## Problem to solve
Repeat the records below exactly.

## Given data
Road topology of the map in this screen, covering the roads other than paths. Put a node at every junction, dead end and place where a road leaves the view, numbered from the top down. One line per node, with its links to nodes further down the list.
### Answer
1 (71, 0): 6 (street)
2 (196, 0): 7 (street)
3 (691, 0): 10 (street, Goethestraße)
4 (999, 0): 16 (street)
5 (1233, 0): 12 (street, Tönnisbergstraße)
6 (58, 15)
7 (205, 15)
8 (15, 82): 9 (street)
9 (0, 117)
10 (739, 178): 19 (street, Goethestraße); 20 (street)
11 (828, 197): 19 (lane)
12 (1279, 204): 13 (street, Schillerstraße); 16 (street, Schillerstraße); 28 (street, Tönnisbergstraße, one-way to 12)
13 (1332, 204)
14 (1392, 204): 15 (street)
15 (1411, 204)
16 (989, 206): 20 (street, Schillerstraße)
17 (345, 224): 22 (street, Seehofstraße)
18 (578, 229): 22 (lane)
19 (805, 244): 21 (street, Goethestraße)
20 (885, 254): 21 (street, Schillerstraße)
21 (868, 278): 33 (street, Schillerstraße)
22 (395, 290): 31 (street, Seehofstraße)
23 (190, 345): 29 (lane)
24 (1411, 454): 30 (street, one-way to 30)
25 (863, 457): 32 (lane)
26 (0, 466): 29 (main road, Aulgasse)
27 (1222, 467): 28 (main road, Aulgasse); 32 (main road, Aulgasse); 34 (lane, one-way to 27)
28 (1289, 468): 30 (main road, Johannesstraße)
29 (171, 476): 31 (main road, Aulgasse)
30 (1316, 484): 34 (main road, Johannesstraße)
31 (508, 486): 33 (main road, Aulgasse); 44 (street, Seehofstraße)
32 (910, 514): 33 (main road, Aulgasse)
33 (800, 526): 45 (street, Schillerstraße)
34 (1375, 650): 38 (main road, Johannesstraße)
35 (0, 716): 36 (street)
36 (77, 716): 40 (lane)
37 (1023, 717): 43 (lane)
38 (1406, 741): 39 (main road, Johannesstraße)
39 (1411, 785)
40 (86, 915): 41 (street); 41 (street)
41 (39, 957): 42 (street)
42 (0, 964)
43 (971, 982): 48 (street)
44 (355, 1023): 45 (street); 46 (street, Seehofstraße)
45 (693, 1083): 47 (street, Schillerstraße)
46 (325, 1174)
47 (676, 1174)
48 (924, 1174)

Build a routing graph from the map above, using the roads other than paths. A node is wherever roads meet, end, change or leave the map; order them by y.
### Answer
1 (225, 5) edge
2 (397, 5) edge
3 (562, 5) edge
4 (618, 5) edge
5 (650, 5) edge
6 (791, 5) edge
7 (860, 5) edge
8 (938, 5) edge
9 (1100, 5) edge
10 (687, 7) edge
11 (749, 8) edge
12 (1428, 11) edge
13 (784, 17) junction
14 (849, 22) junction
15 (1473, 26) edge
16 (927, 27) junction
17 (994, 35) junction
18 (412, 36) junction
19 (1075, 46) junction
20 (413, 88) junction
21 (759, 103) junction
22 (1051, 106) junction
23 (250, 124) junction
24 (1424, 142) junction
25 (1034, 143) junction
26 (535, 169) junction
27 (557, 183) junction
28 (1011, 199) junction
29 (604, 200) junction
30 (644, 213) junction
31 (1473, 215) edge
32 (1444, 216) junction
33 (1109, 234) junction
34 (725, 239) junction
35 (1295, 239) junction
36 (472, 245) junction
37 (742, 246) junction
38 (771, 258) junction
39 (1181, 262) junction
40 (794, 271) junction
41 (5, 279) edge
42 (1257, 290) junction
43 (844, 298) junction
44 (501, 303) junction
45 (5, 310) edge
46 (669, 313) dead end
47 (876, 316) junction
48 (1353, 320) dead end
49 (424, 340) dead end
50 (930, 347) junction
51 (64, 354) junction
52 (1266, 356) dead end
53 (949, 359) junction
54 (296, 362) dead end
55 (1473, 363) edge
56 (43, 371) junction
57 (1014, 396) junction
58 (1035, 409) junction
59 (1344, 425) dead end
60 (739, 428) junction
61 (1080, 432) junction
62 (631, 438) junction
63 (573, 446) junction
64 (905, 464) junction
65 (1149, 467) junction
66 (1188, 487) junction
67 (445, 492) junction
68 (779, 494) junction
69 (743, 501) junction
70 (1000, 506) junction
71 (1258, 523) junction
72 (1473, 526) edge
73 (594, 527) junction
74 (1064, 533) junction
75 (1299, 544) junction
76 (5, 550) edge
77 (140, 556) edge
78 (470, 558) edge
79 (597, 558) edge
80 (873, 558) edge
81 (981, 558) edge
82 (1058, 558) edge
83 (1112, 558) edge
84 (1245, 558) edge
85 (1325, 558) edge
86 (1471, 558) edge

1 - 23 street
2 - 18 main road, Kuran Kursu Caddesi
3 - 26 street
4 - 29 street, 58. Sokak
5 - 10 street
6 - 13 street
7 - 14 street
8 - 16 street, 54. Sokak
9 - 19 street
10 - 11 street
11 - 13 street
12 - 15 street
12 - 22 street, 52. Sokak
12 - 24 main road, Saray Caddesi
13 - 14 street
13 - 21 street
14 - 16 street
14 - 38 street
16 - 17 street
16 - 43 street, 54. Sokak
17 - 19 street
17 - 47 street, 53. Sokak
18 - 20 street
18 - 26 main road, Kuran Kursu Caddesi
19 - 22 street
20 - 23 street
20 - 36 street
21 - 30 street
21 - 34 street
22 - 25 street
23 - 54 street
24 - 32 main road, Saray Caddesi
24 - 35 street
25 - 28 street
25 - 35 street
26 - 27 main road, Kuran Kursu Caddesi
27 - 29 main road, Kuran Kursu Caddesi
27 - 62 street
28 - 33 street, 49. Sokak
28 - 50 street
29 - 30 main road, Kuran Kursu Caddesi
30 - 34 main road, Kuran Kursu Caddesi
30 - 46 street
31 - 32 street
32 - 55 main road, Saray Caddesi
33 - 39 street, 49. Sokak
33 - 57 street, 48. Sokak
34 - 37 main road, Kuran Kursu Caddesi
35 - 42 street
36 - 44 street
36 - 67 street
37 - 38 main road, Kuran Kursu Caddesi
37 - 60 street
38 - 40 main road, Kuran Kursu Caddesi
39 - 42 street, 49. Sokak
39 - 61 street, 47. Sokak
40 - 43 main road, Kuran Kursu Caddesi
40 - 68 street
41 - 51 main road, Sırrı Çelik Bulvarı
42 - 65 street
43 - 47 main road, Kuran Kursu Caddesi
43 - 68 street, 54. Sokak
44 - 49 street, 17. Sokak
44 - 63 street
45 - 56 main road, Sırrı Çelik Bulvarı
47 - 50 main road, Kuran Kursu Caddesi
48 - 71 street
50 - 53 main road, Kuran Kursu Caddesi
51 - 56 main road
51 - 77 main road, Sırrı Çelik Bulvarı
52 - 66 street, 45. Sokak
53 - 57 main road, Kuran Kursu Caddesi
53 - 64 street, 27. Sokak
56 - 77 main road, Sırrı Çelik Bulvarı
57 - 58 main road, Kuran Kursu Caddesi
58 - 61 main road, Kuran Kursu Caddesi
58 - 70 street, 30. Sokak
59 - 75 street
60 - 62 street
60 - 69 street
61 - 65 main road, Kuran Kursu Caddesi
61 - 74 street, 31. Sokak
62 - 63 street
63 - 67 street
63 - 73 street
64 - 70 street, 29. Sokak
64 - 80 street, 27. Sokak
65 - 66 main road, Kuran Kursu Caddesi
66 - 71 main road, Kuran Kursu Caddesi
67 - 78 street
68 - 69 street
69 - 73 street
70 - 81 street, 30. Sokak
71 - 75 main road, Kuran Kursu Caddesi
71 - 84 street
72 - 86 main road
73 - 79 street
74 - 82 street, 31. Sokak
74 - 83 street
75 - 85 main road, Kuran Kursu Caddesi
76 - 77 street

## Result of the task
Road topology of the map in this screen, covering the roads other than paths. Put a node at every junction, dead end and place where a road leaves the view, numbered from the top down. One line per node, with its links to nodes further down the list.
### Answer
1 (71, 0): 6 (street)
2 (196, 0): 7 (street)
3 (691, 0): 10 (street, Goethestraße)
4 (999, 0): 16 (street)
5 (1233, 0): 12 (street, Tönnisbergstraße)
6 (58, 15)
7 (205, 15)
8 (15, 82): 9 (street)
9 (0, 117)
10 (739, 178): 19 (street, Goethestraße); 20 (street)
11 (828, 197): 19 (lane)
12 (1279, 204): 13 (street, Schillerstraße); 16 (street, Schillerstraße); 28 (street, Tönnisbergstraße, one-way to 12)
13 (1332, 204)
14 (1392, 204): 15 (street)
15 (1411, 204)
16 (989, 206): 20 (street, Schillerstraße)
17 (345, 224): 22 (street, Seehofstraße)
18 (578, 229): 22 (lane)
19 (805, 244): 21 (street, Goethestraße)
20 (885, 254): 21 (street, Schillerstraße)
21 (868, 278): 33 (street, Schillerstraße)
22 (395, 290): 31 (street, Seehofstraße)
23 (190, 345): 29 (lane)
24 (1411, 454): 30 (street, one-way to 30)
25 (863, 457): 32 (lane)
26 (0, 466): 29 (main road, Aulgasse)
27 (1222, 467): 28 (main road, Aulgasse); 32 (main road, Aulgasse); 34 (lane, one-way to 27)
28 (1289, 468): 30 (main road, Johannesstraße)
29 (171, 476): 31 (main road, Aulgasse)
30 (1316, 484): 34 (main road, Johannesstraße)
31 (508, 486): 33 (main road, Aulgasse); 44 (street, Seehofstraße)
32 (910, 514): 33 (main road, Aulgasse)
33 (800, 526): 45 (street, Schillerstraße)
34 (1375, 650): 38 (main road, Johannesstraße)
35 (0, 716): 36 (street)
36 (77, 716): 40 (lane)
37 (1023, 717): 43 (lane)
38 (1406, 741): 39 (main road, Johannesstraße)
39 (1411, 785)
40 (86, 915): 41 (street); 41 (street)
41 (39, 957): 42 (street)
42 (0, 964)
43 (971, 982): 48 (street)
44 (355, 1023): 45 (street); 46 (street, Seehofstraße)
45 (693, 1083): 47 (street, Schillerstraße)
46 (325, 1174)
47 (676, 1174)
48 (924, 1174)

Build a routing graph from the map above, using the roads other than paths. A node is wherever roads meet, end, change or leave the map; order them by y.
### Answer
1 (225, 5) edge
2 (397, 5) edge
3 (562, 5) edge
4 (618, 5) edge
5 (650, 5) edge
6 (791, 5) edge
7 (860, 5) edge
8 (938, 5) edge
9 (1100, 5) edge
10 (687, 7) edge
11 (749, 8) edge
12 (1428, 11) edge
13 (784, 17) junction
14 (849, 22) junction
15 (1473, 26) edge
16 (927, 27) junction
17 (994, 35) junction
18 (412, 36) junction
19 (1075, 46) junction
20 (413, 88) junction
21 (759, 103) junction
22 (1051, 106) junction
23 (250, 124) junction
24 (1424, 142) junction
25 (1034, 143) junction
26 (535, 169) junction
27 (557, 183) junction
28 (1011, 199) junction
29 (604, 200) junction
30 (644, 213) junction
31 (1473, 215) edge
32 (1444, 216) junction
33 (1109, 234) junction
34 (725, 239) junction
35 (1295, 239) junction
36 (472, 245) junction
37 (742, 246) junction
38 (771, 258) junction
39 (1181, 262) junction
40 (794, 271) junction
41 (5, 279) edge
42 (1257, 290) junction
43 (844, 298) junction
44 (501, 303) junction
45 (5, 310) edge
46 (669, 313) dead end
47 (876, 316) junction
48 (1353, 320) dead end
49 (424, 340) dead end
50 (930, 347) junction
51 (64, 354) junction
52 (1266, 356) dead end
53 (949, 359) junction
54 (296, 362) dead end
55 (1473, 363) edge
56 (43, 371) junction
57 (1014, 396) junction
58 (1035, 409) junction
59 (1344, 425) dead end
60 (739, 428) junction
61 (1080, 432) junction
62 (631, 438) junction
63 (573, 446) junction
64 (905, 464) junction
65 (1149, 467) junction
66 (1188, 487) junction
67 (445, 492) junction
68 (779, 494) junction
69 (743, 501) junction
70 (1000, 506) junction
71 (1258, 523) junction
72 (1473, 526) edge
73 (594, 527) junction
74 (1064, 533) junction
75 (1299, 544) junction
76 (5, 550) edge
77 (140, 556) edge
78 (470, 558) edge
79 (597, 558) edge
80 (873, 558) edge
81 (981, 558) edge
82 (1058, 558) edge
83 (1112, 558) edge
84 (1245, 558) edge
85 (1325, 558) edge
86 (1471, 558) edge

1 - 23 street
2 - 18 main road, Kuran Kursu Caddesi
3 - 26 street
4 - 29 street, 58. Sokak
5 - 10 street
6 - 13 street
7 - 14 street
8 - 16 street, 54. Sokak
9 - 19 street
10 - 11 street
11 - 13 street
12 - 15 street
12 - 22 street, 52. Sokak
12 - 24 main road, Saray Caddesi
13 - 14 street
13 - 21 street
14 - 16 street
14 - 38 street
16 - 17 street
16 - 43 street, 54. Sokak
17 - 19 street
17 - 47 street, 53. Sokak
18 - 20 street
18 - 26 main road, Kuran Kursu Caddesi
19 - 22 street
20 - 23 street
20 - 36 street
21 - 30 street
21 - 34 street
22 - 25 street
23 - 54 street
24 - 32 main road, Saray Caddesi
24 - 35 street
25 - 28 street
25 - 35 street
26 - 27 main road, Kuran Kursu Caddesi
27 - 29 main road, Kuran Kursu Caddesi
27 - 62 street
28 - 33 street, 49. Sokak
28 - 50 street
29 - 30 main road, Kuran Kursu Caddesi
30 - 34 main road, Kuran Kursu Caddesi
30 - 46 street
31 - 32 street
32 - 55 main road, Saray Caddesi
33 - 39 street, 49. Sokak
33 - 57 street, 48. Sokak
34 - 37 main road, Kuran Kursu Caddesi
35 - 42 street
36 - 44 street
36 - 67 street
37 - 38 main road, Kuran Kursu Caddesi
37 - 60 street
38 - 40 main road, Kuran Kursu Caddesi
39 - 42 street, 49. Sokak
39 - 61 street, 47. Sokak
40 - 43 main road, Kuran Kursu Caddesi
40 - 68 street
41 - 51 main road, Sırrı Çelik Bulvarı
42 - 65 street
43 - 47 main road, Kuran Kursu Caddesi
43 - 68 street, 54. Sokak
44 - 49 street, 17. Sokak
44 - 63 street
45 - 56 main road, Sırrı Çelik Bulvarı
47 - 50 main road, Kuran Kursu Caddesi
48 - 71 street
50 - 53 main road, Kuran Kursu Caddesi
51 - 56 main road
51 - 77 main road, Sırrı Çelik Bulvarı
52 - 66 street, 45. Sokak
53 - 57 main road, Kuran Kursu Caddesi
53 - 64 street, 27. Sokak
56 - 77 main road, Sırrı Çelik Bulvarı
57 - 58 main road, Kuran Kursu Caddesi
58 - 61 main road, Kuran Kursu Caddesi
58 - 70 street, 30. Sokak
59 - 75 street
60 - 62 street
60 - 69 street
61 - 65 main road, Kuran Kursu Caddesi
61 - 74 street, 31. Sokak
62 - 63 street
63 - 67 street
63 - 73 street
64 - 70 street, 29. Sokak
64 - 80 street, 27. Sokak
65 - 66 main road, Kuran Kursu Caddesi
66 - 71 main road, Kuran Kursu Caddesi
67 - 78 street
68 - 69 street
69 - 73 street
70 - 81 street, 30. Sokak
71 - 75 main road, Kuran Kursu Caddesi
71 - 84 street
72 - 86 main road
73 - 79 street
74 - 82 street, 31. Sokak
74 - 83 street
75 - 85 main road, Kuran Kursu Caddesi
76 - 77 street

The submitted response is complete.